**Work request**
Tally every line in the entries below that holds "King", then give only the total.

[Start of section]

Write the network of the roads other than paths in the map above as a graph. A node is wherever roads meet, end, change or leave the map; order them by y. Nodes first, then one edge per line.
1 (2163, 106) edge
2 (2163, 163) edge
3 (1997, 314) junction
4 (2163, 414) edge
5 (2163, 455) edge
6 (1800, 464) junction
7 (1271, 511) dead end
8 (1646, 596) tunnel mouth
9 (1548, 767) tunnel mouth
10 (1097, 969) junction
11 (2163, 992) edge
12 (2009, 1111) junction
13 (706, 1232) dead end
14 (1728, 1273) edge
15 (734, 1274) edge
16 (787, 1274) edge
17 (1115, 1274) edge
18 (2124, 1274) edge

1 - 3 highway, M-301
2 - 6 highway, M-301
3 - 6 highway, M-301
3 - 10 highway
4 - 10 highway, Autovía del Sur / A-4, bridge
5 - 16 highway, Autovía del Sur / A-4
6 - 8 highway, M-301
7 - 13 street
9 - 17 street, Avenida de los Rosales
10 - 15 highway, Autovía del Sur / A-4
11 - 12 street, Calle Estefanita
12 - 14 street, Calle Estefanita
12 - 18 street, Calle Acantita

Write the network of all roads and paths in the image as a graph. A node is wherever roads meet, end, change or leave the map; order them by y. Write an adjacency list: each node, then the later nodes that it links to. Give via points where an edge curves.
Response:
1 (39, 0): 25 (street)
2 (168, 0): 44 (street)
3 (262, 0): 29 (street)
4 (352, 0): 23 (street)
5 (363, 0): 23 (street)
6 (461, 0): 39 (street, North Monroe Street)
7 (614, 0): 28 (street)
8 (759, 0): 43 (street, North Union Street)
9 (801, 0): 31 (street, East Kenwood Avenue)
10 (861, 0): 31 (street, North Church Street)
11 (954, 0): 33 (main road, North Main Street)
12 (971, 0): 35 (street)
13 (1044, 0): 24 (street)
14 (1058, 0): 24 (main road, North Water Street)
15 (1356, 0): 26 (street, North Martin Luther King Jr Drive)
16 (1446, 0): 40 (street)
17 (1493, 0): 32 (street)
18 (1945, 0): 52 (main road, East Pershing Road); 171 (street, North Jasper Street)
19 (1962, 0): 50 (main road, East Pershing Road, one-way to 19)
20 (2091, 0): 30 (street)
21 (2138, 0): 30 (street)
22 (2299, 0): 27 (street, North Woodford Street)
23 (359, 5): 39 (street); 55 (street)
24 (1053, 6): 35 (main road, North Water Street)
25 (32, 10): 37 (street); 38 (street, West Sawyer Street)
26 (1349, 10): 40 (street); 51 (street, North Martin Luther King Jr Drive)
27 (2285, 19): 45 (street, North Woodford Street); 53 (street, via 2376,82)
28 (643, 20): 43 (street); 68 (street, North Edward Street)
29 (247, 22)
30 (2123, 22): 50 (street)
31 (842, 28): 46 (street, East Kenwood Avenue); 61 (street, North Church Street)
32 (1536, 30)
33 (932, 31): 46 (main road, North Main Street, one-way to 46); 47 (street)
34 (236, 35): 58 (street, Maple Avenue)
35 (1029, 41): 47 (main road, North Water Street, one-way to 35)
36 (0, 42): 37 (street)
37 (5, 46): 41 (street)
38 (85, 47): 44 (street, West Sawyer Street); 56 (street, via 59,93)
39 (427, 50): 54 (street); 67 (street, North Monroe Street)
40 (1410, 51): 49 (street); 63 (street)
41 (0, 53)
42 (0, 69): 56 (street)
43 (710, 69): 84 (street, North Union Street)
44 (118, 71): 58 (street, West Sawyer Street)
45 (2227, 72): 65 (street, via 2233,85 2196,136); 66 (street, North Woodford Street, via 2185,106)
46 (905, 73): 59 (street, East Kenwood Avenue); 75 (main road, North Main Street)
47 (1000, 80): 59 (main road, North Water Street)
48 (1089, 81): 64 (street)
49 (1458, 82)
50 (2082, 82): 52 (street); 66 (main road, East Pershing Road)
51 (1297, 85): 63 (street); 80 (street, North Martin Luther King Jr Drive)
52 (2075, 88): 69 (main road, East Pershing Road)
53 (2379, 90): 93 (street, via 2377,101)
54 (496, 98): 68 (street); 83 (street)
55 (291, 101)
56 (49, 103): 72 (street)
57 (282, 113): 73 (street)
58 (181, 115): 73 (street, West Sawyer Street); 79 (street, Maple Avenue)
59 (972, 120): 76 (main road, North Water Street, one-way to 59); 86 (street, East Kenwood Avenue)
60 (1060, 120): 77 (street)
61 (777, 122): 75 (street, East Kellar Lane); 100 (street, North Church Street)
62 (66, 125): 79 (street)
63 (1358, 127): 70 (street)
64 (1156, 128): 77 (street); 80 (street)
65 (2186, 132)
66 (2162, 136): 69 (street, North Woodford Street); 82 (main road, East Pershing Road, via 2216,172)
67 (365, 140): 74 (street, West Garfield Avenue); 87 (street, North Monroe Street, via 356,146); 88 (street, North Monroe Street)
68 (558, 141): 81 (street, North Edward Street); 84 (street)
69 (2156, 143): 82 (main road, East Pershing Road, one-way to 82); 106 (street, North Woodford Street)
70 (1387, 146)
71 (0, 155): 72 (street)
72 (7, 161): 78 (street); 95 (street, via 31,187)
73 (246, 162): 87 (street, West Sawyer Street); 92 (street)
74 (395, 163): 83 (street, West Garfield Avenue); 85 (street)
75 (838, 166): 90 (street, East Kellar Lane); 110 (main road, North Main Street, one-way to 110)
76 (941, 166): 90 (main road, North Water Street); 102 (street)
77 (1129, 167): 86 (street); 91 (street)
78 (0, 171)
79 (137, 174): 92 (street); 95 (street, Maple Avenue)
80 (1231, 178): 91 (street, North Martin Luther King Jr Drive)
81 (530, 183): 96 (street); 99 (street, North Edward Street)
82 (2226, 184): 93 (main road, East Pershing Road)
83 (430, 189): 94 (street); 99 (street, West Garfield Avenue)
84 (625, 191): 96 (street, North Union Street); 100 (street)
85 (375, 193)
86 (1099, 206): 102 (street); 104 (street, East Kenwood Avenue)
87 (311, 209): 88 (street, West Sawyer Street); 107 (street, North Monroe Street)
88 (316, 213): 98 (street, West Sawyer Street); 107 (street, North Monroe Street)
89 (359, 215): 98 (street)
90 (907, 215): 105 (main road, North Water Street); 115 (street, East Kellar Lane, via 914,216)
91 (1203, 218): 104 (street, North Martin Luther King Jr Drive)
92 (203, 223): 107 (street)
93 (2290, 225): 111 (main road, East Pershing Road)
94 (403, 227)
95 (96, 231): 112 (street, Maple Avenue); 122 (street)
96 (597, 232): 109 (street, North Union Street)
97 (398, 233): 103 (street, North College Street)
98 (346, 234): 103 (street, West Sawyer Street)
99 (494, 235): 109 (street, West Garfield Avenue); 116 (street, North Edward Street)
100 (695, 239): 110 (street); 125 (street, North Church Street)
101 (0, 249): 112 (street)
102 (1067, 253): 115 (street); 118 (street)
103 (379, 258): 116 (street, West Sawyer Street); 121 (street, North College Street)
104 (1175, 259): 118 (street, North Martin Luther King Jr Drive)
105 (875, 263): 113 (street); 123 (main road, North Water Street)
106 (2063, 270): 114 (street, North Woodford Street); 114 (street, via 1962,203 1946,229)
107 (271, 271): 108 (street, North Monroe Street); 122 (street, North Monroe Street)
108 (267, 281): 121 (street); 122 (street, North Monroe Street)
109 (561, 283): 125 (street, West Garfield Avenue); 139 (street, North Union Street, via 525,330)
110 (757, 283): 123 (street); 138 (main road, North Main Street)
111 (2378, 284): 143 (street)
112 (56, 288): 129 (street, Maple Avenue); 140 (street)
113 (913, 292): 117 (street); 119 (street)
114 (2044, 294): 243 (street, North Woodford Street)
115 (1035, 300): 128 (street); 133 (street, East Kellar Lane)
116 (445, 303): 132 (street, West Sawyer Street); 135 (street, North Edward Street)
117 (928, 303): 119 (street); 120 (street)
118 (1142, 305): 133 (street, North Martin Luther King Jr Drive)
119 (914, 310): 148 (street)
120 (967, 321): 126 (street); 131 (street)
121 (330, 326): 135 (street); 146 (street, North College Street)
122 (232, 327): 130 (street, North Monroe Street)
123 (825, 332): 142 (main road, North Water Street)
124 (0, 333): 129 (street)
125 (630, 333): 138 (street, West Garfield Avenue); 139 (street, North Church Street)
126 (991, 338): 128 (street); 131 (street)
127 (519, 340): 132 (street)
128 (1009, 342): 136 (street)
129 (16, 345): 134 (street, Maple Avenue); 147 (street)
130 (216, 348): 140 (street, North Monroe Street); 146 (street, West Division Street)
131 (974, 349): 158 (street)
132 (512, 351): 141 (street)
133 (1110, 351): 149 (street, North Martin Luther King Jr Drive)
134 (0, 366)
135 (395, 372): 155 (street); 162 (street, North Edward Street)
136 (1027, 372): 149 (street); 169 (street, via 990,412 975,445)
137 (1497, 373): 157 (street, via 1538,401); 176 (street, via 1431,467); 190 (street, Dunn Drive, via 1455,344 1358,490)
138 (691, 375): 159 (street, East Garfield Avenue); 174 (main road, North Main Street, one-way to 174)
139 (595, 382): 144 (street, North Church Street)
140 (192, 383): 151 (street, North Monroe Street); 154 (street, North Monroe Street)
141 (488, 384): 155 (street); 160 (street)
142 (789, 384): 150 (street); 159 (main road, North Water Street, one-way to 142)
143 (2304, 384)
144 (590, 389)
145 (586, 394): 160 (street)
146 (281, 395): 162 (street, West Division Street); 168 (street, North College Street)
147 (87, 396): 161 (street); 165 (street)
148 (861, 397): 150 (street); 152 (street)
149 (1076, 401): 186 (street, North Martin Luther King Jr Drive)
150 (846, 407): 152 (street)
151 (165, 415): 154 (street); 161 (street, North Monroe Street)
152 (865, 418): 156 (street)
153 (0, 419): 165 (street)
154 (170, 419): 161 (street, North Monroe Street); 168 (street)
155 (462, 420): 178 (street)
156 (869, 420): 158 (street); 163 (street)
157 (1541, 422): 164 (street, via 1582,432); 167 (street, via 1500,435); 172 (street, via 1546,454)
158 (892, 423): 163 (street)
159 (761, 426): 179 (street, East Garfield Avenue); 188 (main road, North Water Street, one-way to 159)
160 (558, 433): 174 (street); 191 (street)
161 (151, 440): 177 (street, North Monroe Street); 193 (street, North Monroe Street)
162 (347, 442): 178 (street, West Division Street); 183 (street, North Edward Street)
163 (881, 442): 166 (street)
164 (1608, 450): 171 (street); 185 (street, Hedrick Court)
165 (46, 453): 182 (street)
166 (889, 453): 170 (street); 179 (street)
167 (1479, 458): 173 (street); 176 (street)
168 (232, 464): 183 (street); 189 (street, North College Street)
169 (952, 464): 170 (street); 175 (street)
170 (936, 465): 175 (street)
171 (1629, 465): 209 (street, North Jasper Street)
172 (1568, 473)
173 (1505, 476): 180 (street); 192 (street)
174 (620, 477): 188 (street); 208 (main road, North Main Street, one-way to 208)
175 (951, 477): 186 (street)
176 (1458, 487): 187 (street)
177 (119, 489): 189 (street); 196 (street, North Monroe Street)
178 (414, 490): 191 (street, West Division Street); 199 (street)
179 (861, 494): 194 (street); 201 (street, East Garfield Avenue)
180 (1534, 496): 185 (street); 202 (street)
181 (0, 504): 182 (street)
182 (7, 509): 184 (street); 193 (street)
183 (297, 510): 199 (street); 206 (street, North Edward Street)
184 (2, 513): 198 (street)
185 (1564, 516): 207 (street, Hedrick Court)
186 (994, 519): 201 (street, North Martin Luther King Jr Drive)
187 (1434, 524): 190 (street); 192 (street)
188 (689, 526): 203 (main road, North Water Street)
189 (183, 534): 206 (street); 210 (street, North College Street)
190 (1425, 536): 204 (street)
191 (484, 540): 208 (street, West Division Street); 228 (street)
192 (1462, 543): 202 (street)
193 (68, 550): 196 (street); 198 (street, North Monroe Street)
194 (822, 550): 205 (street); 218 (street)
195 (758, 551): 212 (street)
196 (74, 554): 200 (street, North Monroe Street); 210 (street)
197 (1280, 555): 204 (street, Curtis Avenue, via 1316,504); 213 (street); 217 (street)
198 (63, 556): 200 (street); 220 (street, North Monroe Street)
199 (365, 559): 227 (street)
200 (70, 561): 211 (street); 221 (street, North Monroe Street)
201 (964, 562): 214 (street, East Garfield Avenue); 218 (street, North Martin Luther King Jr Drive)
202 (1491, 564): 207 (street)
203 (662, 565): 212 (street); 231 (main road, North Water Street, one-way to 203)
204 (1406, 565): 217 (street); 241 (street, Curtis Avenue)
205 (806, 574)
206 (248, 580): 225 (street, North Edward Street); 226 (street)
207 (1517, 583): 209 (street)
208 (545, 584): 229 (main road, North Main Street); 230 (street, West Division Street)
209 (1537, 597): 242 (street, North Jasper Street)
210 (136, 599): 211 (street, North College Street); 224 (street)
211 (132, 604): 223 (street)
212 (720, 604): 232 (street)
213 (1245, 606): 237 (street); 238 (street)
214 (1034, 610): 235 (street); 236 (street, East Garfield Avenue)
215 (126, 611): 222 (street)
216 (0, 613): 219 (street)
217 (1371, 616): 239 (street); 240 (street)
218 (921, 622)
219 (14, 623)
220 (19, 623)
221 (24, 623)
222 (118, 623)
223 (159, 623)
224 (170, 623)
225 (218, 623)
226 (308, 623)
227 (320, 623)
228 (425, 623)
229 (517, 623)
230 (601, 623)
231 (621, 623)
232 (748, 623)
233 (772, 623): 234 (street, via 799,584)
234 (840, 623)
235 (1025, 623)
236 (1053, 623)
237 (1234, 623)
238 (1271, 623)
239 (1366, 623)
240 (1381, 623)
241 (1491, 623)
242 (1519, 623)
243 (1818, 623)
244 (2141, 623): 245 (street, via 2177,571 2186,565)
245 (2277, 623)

[End of section]

**Finished task**
11